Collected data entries

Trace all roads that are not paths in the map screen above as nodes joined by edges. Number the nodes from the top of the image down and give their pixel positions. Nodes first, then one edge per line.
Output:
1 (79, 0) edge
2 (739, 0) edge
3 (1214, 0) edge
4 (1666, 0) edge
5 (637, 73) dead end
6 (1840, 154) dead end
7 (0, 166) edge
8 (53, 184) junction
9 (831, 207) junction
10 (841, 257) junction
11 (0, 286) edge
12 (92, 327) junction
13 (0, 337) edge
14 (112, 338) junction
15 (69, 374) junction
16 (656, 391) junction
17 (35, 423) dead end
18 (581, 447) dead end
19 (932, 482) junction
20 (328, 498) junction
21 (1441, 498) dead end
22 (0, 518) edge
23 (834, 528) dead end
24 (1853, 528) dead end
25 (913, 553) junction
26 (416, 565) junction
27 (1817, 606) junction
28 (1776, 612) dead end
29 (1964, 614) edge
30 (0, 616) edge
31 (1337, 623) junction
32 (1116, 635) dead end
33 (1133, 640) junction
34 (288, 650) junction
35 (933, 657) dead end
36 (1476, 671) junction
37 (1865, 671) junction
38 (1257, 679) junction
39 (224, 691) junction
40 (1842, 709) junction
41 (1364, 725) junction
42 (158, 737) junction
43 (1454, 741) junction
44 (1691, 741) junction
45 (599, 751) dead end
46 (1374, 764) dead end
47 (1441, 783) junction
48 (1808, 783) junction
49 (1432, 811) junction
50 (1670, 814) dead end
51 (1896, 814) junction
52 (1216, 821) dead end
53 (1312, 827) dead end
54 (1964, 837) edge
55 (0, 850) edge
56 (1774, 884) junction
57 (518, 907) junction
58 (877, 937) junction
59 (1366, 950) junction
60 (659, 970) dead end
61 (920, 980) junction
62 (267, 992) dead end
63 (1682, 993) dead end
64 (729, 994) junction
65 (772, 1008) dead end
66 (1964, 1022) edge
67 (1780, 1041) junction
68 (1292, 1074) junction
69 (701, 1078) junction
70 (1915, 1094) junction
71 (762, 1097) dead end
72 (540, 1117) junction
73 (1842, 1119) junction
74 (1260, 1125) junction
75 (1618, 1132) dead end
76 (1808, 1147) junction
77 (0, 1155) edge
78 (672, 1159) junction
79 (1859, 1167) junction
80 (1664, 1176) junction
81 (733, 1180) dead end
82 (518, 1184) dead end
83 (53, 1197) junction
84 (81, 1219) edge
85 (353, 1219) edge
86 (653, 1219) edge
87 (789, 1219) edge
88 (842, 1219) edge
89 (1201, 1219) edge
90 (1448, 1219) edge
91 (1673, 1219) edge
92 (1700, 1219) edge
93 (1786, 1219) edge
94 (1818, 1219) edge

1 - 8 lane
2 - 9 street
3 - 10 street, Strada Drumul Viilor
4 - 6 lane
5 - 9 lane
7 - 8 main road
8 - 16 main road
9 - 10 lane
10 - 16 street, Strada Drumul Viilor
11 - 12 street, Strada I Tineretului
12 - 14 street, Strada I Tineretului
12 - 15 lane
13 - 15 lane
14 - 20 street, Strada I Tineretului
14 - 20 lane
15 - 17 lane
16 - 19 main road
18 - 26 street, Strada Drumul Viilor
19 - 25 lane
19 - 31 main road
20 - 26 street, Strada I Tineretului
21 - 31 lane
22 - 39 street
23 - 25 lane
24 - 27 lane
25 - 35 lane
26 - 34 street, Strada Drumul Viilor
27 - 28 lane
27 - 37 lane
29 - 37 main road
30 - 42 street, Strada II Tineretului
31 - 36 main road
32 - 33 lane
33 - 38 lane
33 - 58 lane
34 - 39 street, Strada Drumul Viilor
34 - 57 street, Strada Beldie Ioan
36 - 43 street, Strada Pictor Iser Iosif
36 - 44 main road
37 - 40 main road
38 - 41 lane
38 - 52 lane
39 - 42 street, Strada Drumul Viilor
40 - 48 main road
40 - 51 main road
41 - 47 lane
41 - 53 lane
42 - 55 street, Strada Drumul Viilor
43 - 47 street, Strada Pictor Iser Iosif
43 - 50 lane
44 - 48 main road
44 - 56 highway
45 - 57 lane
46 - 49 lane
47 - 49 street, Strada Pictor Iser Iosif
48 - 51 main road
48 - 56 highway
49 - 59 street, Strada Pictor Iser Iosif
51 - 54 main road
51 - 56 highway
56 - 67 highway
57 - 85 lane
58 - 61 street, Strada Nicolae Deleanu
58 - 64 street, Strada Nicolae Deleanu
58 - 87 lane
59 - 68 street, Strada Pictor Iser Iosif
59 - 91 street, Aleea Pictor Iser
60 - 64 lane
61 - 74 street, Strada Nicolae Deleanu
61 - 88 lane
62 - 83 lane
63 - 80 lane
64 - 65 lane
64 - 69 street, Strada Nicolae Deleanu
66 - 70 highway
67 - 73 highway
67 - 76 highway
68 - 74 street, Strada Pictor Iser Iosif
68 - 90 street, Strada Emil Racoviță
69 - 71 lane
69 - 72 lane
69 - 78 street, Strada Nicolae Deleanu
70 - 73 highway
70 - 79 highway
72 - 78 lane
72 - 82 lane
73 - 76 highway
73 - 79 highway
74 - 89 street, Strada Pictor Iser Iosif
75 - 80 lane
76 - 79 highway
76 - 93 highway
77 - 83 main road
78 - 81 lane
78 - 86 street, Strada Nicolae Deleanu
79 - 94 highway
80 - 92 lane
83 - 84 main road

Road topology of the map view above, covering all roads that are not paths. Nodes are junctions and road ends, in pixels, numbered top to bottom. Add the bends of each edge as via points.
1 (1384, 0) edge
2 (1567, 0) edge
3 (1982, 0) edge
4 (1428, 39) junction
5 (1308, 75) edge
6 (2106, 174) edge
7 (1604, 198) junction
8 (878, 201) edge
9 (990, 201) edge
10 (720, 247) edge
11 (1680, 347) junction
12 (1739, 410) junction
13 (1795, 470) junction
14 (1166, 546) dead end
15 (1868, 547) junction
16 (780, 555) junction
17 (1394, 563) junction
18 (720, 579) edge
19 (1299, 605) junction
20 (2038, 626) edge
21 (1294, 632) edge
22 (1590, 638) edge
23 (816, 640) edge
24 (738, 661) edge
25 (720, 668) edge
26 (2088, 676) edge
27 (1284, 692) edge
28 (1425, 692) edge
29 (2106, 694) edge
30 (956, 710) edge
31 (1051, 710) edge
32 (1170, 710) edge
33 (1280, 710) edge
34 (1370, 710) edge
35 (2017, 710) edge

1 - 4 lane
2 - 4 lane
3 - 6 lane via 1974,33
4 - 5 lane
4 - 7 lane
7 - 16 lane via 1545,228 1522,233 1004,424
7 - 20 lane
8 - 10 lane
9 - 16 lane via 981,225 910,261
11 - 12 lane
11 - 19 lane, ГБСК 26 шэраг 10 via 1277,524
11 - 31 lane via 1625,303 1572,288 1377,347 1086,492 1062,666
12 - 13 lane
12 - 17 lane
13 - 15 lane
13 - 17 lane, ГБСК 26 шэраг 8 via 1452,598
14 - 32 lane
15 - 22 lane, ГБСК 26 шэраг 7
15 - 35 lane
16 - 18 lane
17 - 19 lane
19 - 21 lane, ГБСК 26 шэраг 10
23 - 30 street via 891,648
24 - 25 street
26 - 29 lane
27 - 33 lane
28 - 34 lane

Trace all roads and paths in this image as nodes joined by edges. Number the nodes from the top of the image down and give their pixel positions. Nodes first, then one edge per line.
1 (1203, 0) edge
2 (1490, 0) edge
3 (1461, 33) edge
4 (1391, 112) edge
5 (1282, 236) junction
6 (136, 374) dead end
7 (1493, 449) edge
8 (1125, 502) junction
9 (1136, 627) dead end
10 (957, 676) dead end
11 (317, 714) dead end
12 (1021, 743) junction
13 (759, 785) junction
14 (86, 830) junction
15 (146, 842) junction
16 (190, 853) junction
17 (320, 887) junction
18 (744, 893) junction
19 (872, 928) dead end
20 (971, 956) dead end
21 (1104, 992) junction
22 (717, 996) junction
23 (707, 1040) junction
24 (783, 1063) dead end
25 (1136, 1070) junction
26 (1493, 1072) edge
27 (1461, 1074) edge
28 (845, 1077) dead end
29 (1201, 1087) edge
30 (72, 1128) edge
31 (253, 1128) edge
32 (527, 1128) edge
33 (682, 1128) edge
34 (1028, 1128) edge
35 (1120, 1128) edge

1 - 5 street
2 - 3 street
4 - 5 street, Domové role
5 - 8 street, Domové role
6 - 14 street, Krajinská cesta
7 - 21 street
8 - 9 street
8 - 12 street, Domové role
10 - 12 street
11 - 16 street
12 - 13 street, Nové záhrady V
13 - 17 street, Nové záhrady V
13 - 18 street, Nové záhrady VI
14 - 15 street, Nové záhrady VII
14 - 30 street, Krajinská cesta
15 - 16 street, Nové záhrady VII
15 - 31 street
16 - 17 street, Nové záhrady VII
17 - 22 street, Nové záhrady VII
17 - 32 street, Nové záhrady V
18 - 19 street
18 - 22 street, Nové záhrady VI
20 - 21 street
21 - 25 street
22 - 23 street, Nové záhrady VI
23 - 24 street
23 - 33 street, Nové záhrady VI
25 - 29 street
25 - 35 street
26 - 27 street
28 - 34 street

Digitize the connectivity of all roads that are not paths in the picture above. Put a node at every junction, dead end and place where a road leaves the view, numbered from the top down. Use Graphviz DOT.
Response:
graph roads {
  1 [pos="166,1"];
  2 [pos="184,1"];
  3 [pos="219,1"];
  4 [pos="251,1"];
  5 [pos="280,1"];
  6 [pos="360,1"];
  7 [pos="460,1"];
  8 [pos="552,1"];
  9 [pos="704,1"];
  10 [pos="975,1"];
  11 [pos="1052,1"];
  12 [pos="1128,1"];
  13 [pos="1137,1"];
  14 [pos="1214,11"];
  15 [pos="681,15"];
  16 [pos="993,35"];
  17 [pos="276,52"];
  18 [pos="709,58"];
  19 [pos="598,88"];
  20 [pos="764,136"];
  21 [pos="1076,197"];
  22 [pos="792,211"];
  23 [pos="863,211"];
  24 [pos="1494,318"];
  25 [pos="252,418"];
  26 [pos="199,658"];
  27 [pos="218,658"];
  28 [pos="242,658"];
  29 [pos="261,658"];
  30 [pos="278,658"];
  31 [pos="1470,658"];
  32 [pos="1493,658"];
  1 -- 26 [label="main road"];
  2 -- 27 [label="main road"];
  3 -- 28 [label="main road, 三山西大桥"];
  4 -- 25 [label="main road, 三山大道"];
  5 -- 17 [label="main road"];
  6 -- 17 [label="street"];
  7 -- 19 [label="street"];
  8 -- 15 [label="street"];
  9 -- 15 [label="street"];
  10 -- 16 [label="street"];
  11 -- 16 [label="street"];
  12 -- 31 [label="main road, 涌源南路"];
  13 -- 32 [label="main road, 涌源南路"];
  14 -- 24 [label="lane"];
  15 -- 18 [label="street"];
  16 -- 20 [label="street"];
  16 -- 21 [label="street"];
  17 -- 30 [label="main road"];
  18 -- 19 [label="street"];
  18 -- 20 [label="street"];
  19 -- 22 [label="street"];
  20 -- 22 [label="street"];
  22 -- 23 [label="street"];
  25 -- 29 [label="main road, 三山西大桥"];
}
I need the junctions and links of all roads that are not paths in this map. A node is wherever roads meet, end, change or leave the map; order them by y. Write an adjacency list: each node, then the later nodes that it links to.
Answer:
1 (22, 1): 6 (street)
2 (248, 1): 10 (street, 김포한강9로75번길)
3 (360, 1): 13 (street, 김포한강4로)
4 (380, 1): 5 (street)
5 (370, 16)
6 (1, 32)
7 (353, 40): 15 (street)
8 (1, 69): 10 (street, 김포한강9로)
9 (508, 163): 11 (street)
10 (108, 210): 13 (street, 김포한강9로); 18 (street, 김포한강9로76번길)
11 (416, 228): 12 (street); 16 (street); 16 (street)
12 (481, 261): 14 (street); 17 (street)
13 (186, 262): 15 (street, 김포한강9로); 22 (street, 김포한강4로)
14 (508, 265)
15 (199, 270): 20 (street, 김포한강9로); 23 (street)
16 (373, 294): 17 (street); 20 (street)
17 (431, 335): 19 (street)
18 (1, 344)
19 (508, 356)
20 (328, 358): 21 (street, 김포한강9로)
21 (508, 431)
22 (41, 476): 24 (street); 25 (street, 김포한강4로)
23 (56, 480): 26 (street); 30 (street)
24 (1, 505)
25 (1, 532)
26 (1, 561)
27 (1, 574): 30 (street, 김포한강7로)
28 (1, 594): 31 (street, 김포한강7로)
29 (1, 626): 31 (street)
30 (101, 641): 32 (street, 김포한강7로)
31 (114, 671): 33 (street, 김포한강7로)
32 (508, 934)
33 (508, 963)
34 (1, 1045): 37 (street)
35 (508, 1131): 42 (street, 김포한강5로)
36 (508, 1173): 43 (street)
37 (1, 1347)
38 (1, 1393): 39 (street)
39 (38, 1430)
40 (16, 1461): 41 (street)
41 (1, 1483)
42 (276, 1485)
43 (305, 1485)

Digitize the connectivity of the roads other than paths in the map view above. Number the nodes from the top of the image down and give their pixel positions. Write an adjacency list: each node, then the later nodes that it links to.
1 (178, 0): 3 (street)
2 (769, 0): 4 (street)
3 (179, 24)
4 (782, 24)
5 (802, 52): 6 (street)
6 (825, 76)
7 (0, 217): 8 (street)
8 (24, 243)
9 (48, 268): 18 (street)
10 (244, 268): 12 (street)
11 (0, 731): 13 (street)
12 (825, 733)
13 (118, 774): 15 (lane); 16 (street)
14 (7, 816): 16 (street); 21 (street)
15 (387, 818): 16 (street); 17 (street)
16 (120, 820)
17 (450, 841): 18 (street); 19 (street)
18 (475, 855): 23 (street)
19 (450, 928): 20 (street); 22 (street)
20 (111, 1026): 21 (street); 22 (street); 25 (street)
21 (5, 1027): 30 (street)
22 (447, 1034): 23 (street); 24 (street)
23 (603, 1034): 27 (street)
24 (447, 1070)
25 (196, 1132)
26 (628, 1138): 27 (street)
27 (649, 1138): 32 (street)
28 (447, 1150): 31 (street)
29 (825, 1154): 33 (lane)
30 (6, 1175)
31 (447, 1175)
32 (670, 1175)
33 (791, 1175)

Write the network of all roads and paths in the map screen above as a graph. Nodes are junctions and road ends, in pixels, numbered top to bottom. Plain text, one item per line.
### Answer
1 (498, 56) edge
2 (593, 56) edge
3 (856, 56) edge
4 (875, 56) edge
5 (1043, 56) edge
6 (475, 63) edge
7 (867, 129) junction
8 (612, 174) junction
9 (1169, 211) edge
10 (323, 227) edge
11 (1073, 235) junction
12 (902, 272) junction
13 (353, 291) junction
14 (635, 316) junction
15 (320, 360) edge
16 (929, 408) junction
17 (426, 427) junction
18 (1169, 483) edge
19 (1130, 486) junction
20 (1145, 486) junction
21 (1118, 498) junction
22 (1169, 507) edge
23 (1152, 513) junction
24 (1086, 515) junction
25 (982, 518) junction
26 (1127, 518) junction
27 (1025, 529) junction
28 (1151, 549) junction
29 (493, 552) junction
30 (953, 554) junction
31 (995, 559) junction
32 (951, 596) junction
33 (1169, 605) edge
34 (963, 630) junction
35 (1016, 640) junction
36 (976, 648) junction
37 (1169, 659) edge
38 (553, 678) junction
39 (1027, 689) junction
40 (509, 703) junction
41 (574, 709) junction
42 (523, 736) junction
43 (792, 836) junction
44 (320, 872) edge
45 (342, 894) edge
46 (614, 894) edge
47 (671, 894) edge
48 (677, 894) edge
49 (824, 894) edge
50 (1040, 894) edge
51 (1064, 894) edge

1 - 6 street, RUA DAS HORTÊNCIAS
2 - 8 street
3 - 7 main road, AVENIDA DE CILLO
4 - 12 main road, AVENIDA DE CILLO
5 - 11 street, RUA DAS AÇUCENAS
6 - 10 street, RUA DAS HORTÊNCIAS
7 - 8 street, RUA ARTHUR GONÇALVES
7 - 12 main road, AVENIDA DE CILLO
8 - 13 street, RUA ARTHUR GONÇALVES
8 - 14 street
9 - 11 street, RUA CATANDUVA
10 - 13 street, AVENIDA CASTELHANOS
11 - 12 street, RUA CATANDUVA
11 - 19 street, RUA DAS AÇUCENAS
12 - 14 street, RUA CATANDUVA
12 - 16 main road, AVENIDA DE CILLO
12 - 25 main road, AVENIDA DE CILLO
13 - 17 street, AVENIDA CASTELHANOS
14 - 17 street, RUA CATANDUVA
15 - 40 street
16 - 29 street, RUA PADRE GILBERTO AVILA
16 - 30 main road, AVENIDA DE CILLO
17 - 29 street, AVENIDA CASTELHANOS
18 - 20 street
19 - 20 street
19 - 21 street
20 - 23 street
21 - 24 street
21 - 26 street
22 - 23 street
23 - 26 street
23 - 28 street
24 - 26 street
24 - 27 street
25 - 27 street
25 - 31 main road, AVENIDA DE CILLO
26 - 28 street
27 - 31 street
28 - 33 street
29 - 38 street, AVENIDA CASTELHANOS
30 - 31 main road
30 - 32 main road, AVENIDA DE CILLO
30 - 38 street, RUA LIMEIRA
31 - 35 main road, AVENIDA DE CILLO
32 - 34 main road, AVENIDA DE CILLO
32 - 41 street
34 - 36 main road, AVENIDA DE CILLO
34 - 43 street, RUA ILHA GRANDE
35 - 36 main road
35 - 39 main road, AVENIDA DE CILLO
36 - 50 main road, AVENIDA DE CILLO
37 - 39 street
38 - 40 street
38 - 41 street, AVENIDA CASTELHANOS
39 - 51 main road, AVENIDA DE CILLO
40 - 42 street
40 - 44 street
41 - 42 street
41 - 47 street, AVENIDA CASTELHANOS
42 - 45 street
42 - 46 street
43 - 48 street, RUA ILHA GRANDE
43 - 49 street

#### TASK ITEM:
Please find, in the entries above, every line where "then" occurs, and copy it.

#### SOLUTION TO THIS PROBLEM:
Trace all roads that are not paths in the map screen above as nodes joined by edges. Number the nodes from the top of the image down and give their pixel positions. Nodes first, then one edge per line.
Trace all roads and paths in this image as nodes joined by edges. Number the nodes from the top of the image down and give their pixel positions. Nodes first, then one edge per line.
I need the junctions and links of all roads that are not paths in this map. A node is wherever roads meet, end, change or leave the map; order them by y. Write an adjacency list: each node, then the later nodes that it links to.
Digitize the connectivity of the roads other than paths in the map view above. Number the nodes from the top of the image down and give their pixel positions. Write an adjacency list: each node, then the later nodes that it links to.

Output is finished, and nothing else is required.